Above that threshold, fans become counterproductive. At extreme temperatures, the air moving across your body is so hot that it actually transfers heat into you faster than sweat can pull it away. In those conditions, turning the fan off is safer. This limit applies to healthy, well-hydrated adults; for older adults or anyone with chronic health conditions, the threshold where fans stop helping is likely lower.
Don’t Forget About Fresh Air
Sealing your home tight for an entire multi-day heatwave creates a different problem: stale air. Carbon dioxide from breathing builds up in poorly ventilated spaces. At levels above 1,000 parts per million, you can start experiencing headaches, fatigue, drowsiness, and difficulty concentrating. Above 2,000 ppm, nausea and cognitive impairment become possible. In a small, occupied room with no ventilation, CO2 can reach uncomfortable levels within several hours.

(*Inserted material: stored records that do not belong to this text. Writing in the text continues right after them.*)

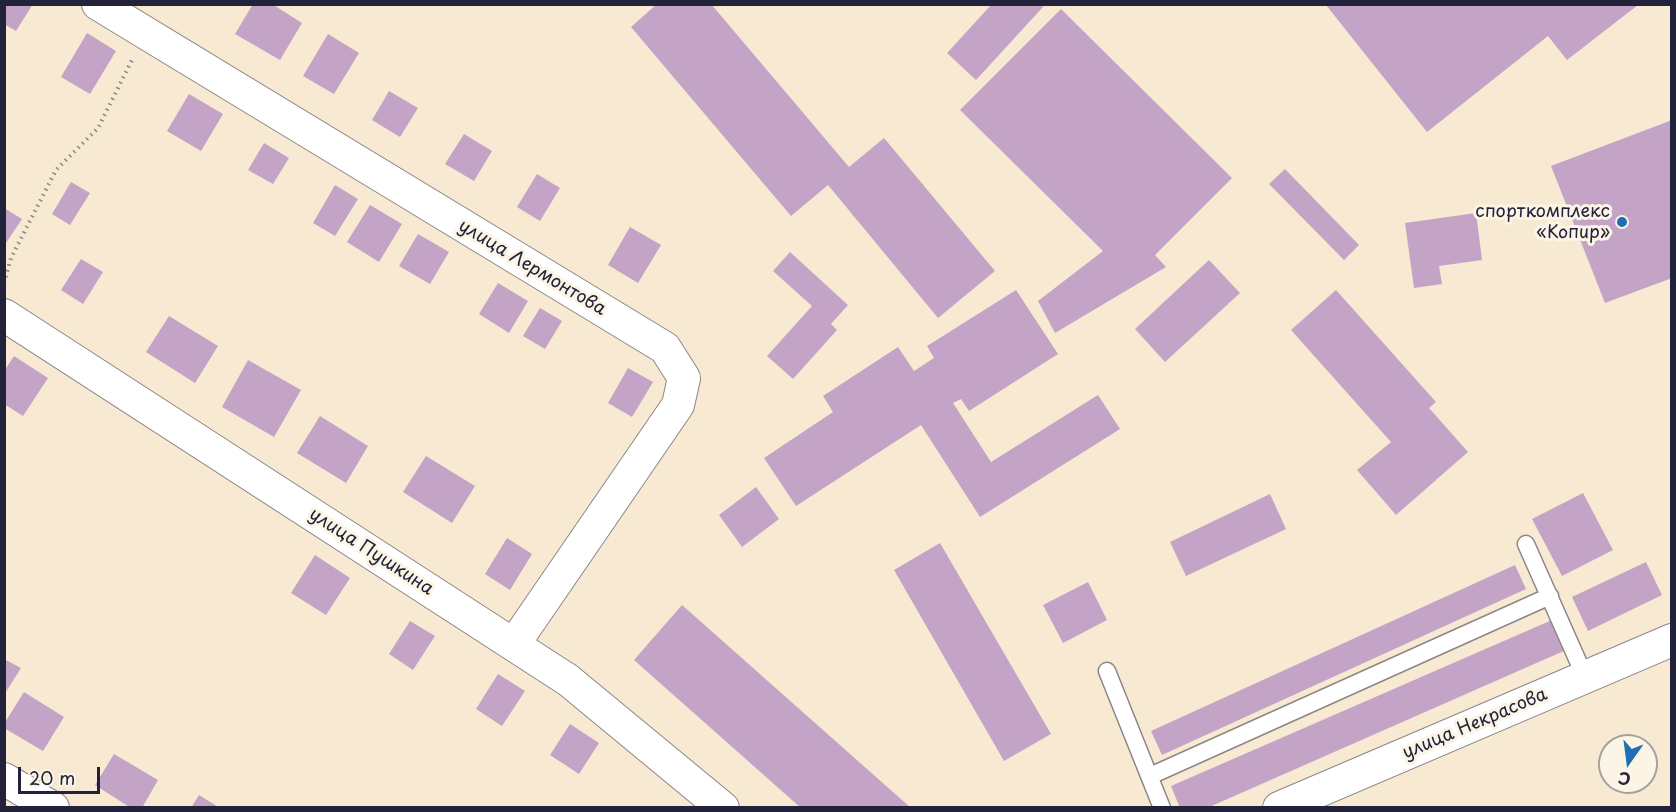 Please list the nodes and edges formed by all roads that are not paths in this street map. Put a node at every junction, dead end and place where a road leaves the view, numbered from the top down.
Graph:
1 (98, 4) edge
2 (4, 315) edge
3 (1526, 544) dead end
4 (1550, 596) junction
5 (1671, 640) edge
6 (514, 644) junction
7 (1107, 671) dead end
8 (1585, 677) junction
9 (1150, 776) junction
10 (4, 778) edge
11 (53, 807) edge
12 (723, 807) edge
13 (1162, 807) edge
14 (1279, 807) edge

1 - 6 street, улица Лермонтова
2 - 6 street, улица Пушкина
3 - 4 lane
4 - 8 lane
4 - 9 lane
5 - 8 street, улица Некрасова
6 - 12 street, улица Пушкина
7 - 9 lane
8 - 14 street, улица Некрасова
9 - 13 lane
10 - 11 street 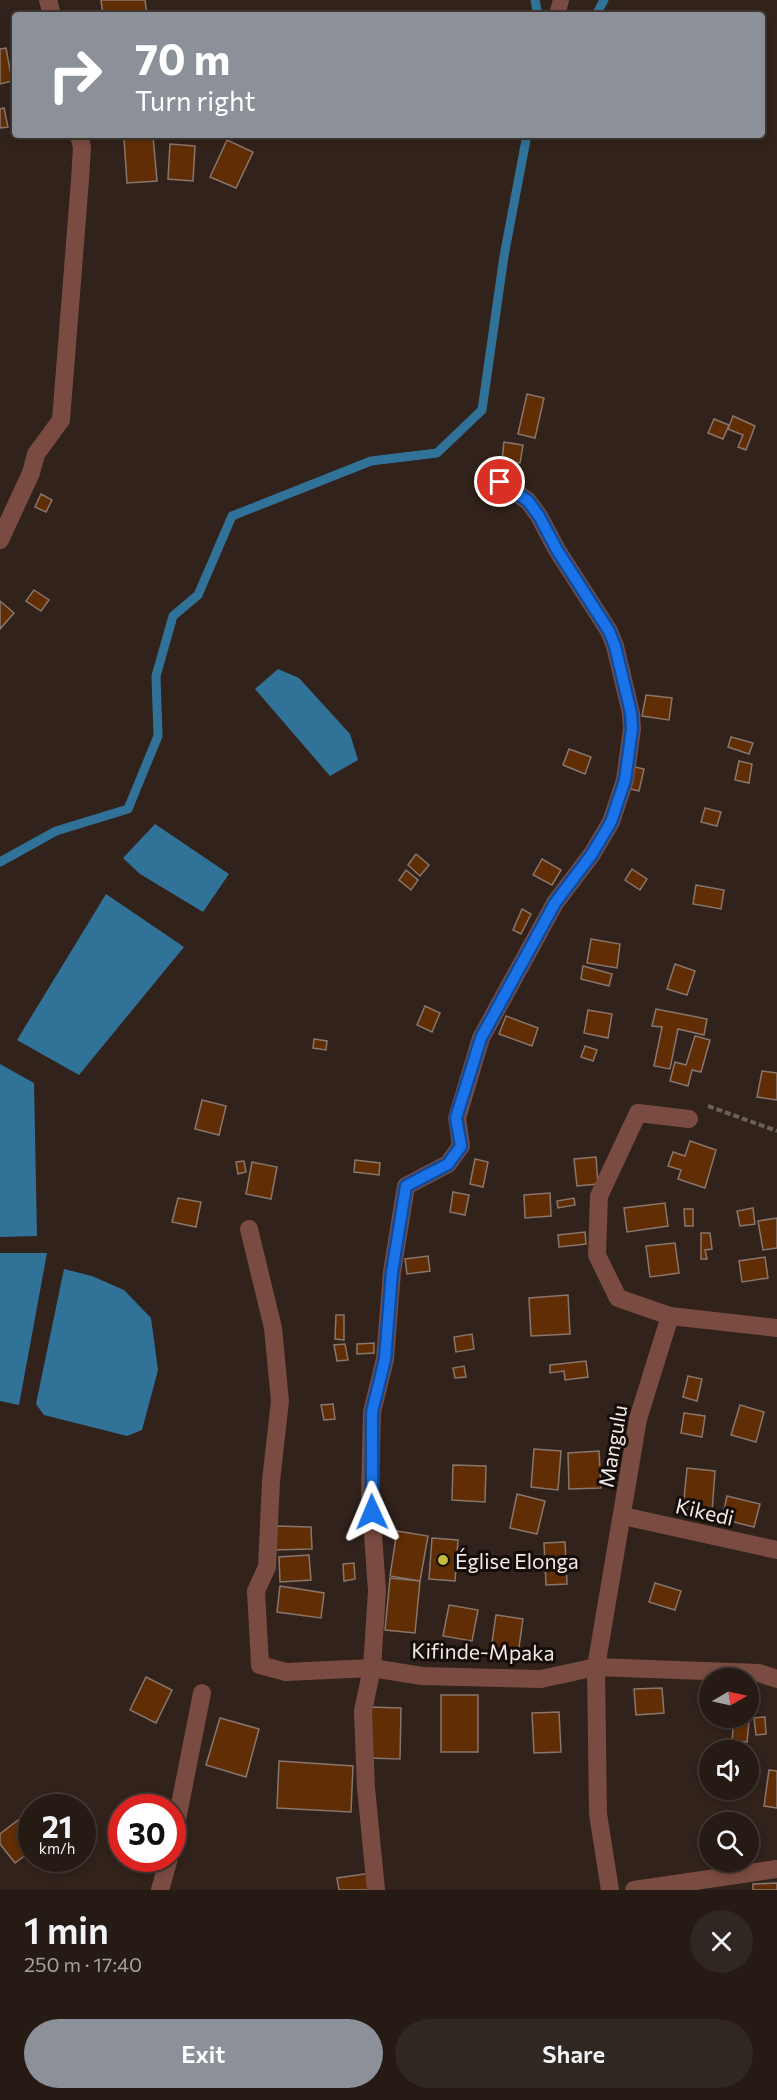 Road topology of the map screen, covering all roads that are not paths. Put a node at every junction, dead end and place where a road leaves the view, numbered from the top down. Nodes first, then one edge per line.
1 (79, 138) edge
2 (500, 482) dead end
3 (0, 540) edge
4 (689, 1119) road end
5 (249, 1228) dead end
6 (670, 1316) junction
7 (777, 1328) edge
8 (623, 1516) junction
9 (777, 1550) edge
10 (596, 1667) junction
11 (372, 1668) junction
12 (777, 1679) edge
13 (202, 1693) dead end
14 (182, 1794) edge
15 (777, 1869) edge
16 (165, 1872) edge
17 (160, 1890) edge
18 (376, 1890) edge
19 (610, 1890) edge
20 (634, 1890) edge

1 - 3 street
2 - 11 street
4 - 6 street
5 - 11 street, Kifinde-Mpaka
6 - 7 street
6 - 8 street, Mangulu
8 - 9 street, Kikedi
8 - 10 street, Mangulu
10 - 11 street, Kifinde-Mpaka
10 - 12 street, Kifinde-Mpaka
10 - 19 street, Mangulu
11 - 18 street
13 - 14 street
15 - 20 street
16 - 17 street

The fix doesn’t require throwing windows wide open during the hottest part of the day. Brief ventilation during cooler periods, even just 10 to 15 minutes in the early morning or late evening, refreshes your indoor air without undoing your cooling efforts. If you have a bathroom or kitchen exhaust fan, running it periodically also helps cycle in small amounts of fresh air. The goal is to keep your home sealed during peak heat while avoiding the sluggish, headachy feeling of truly stagnant air.
The Simple Daily Schedule
- Evening and night: Open windows on opposite sides of the home once outdoor temperatures drop below indoor temperatures. Use the stack effect if you have multiple floors.
- Early morning: Close all windows and draw curtains before outdoor temperatures start climbing, typically around 8 to 9 a.m.
- Daytime: Keep windows closed and covered. Use fans if indoor temperatures stay below about 102°F. Minimize activities that generate heat, like cooking on the stove or running the dryer.
- Late afternoon: Monitor outdoor temperatures. Once they dip below your indoor reading, open up again and repeat.
This cycle takes advantage of your home’s ability to store coolness, uses natural airflow when conditions are right, and avoids the most common mistake people make in summer: letting hot air in because an open window feels like it should help.